The Republican majority leader just lost an open primary in a largely conservative district. Last time something like this happened was, correct me if I’m wrong, 1899…
The race will be analyzed for weeks to come. As the post-op commences, here are three things to remember:
1 – Leadership Style Matters
Congressman Cantor was not known for an open and inclusive leadership style. Whether on Capitol Hill or in his district, the congressman did not generally invite dialogue with those who differed from him. He eschewed townhalls and was widely perceived as thumbing his nose at grassroots Republicans, while spending plenty of time on the national television circuit. This year, he sent his consultant on a well funded (although unscucessful) campaign to capture control of the Republican Party of Virginia’s State Central Committee, and his tactics really angered base conservatives.
It is perhaps useful to contrast Cantor’s style with that of the more recently elected Rob Whitman, who cruised to an easy victory today. While Wittman’s votes also do not completely please the most conservative Republicans in his district, he is always willing to engage constituents. I’ve been at more than a few meetings where Wittman has stayed for an extended period of time just to talk with the grassroots. He’s accessible and he never comes across as arrogant – at least in my experience. Just this past weekend, one of Wittman’s constituents was telling me that her Congressman always respects your position and genuinely listens even when he doesn’t end up agreeing with you. That’s a lessen every office-holder should learn from.
2 – The Tea Party Isn’t Dead
This one will be said over and over again, but it bears mentioning. For years, Cantor and Linwood Cobb have tightly controlled the party apparatus in the 7th. In the process, they excited strong opposition from many of the people whom Republicans typically rely on for volunteer support. They substituted money for a significant amount of volunteer support and that worked – until now. Grassroots Republicans choose Fred Gruber to represent them on the State Central Committee last month, and they spoke again today.
The only reason Cantor was vulnerable – and far more vulnerable than many of us imagined – is because some of his most conservative and libertarian constituents believed their principles would be better advanced by someone, perhaps anyone, other than the majority leader as their Congressman. They acted with very little in the way of resources and were willing to risk making the 7th a competitive district rather than continue with the status quo.

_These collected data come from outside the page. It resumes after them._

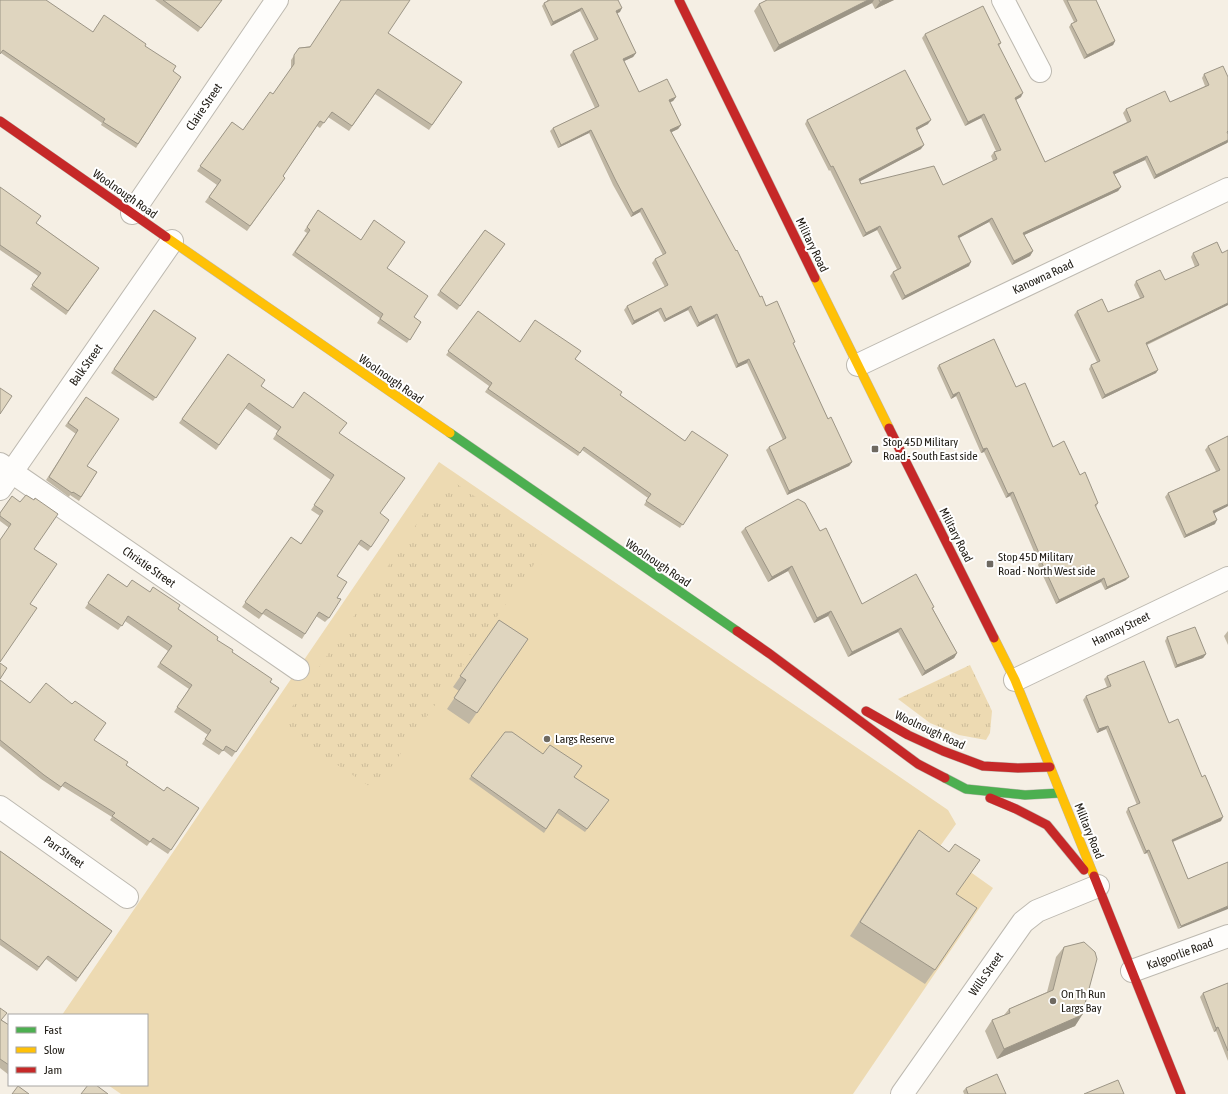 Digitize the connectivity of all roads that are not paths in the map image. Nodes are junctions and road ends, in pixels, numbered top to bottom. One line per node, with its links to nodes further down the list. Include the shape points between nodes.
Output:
1 (277, 0): 7 (street, Claire Street)
2 (679, 0): 9 (street, Military Road)
3 (1003, 0): 4 (street)
4 (1040, 72)
5 (0, 121): 7 (street, Woolnough Road)
6 (1228, 189): 9 (street, Kanowna Road)
7 (132, 213): 8 (street, Woolnough Road)
8 (172, 242): 10 (street, Balk Street); 12 (street, Woolnough Road)
9 (858, 365): 14 (street, Military Road)
10 (4, 475): 13 (street, Christie Street)
11 (1228, 578): 14 (street, Hannay Street)
12 (770, 654): 15 (street, Woolnough Road); 18 (street, Woolnough Road, via 918,764)
13 (298, 669)
14 (1015, 680): 17 (street, Military Road)
15 (846, 699)
16 (860, 707): 17 (street, Woolnough Road, via 908,735 983,766)
17 (1050, 767): 19 (street, Military Road)
18 (966, 789): 19 (street, Woolnough Road, via 1025,795); 21 (street, via 1016,809 1047,825)
19 (1060, 793): 21 (street, Military Road)
20 (0, 807): 22 (street, Parr Street)
21 (1098, 886): 24 (street, Military Road); 25 (street, Wills Street, via 1037,911 1023,922)
22 (128, 897)
23 (1228, 936): 24 (street, Kalgoorlie Road)
24 (1132, 971): 26 (street, Military Road)
25 (902, 1094)
26 (1181, 1094)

3 – The Democrats Capitalized on Opportunity
If the Tea Party is the reason Dave Brat had a chance against Cantor, it seems likely that he owes his nomination to Democrats smelling blood in the water. On Friday, the Huffington Post ran a story encouraging disruptive Democratic involvement in today’s primary. Reports on social media and even in the comment section here on Bearing Drift indicate that’s exactly what happened.
Why? Well, they could. Virginia primaries are completely open. Those of us who think that Republicans should choose Republican nominees (and non-Republican citizens should have their say in the general election) have long opposed using open primaries to choose our nominees. We’ve been told that Democratic involvement in open primaries is so very minimal that we shouldn’t worry about it. Yet, open primaries invite the exact type of disruptive activity we saw today. The same activity to which Brat seems to owe this nomination.
Ed Gillespie convincingly won in the state convention on Saturday. Cantor lost in today’s open primary. The difference? While Ed is hardly known as a grassroots champion and is, in many ways, the ultimate Washington insider, he worked hard to reach out to Republican activists of every stripe and gained significant tea party support. Needless to say, that wasn’t Cantor’s approach.
It’s hard to over-state how huge this upset this is. While some of his votes left many conservatives disappointed, Eric Cantor has been a more conservative voice than many in GOP leadership. It is quite likely that his loss will actually move House leadership in a LESS conservative direction. Yet his reticence to dialogue with grassroots Republicans in his district, combined with a nominating process that allowed Democrats to involve themselves in the selection of the Republican nominee, left him vulnerable. The voters have spoken and now it is time for all Republicans to unite behind our nominee, David Brat, and ensure 8 out of 11 Virginia congressional districts remain in the GOP column.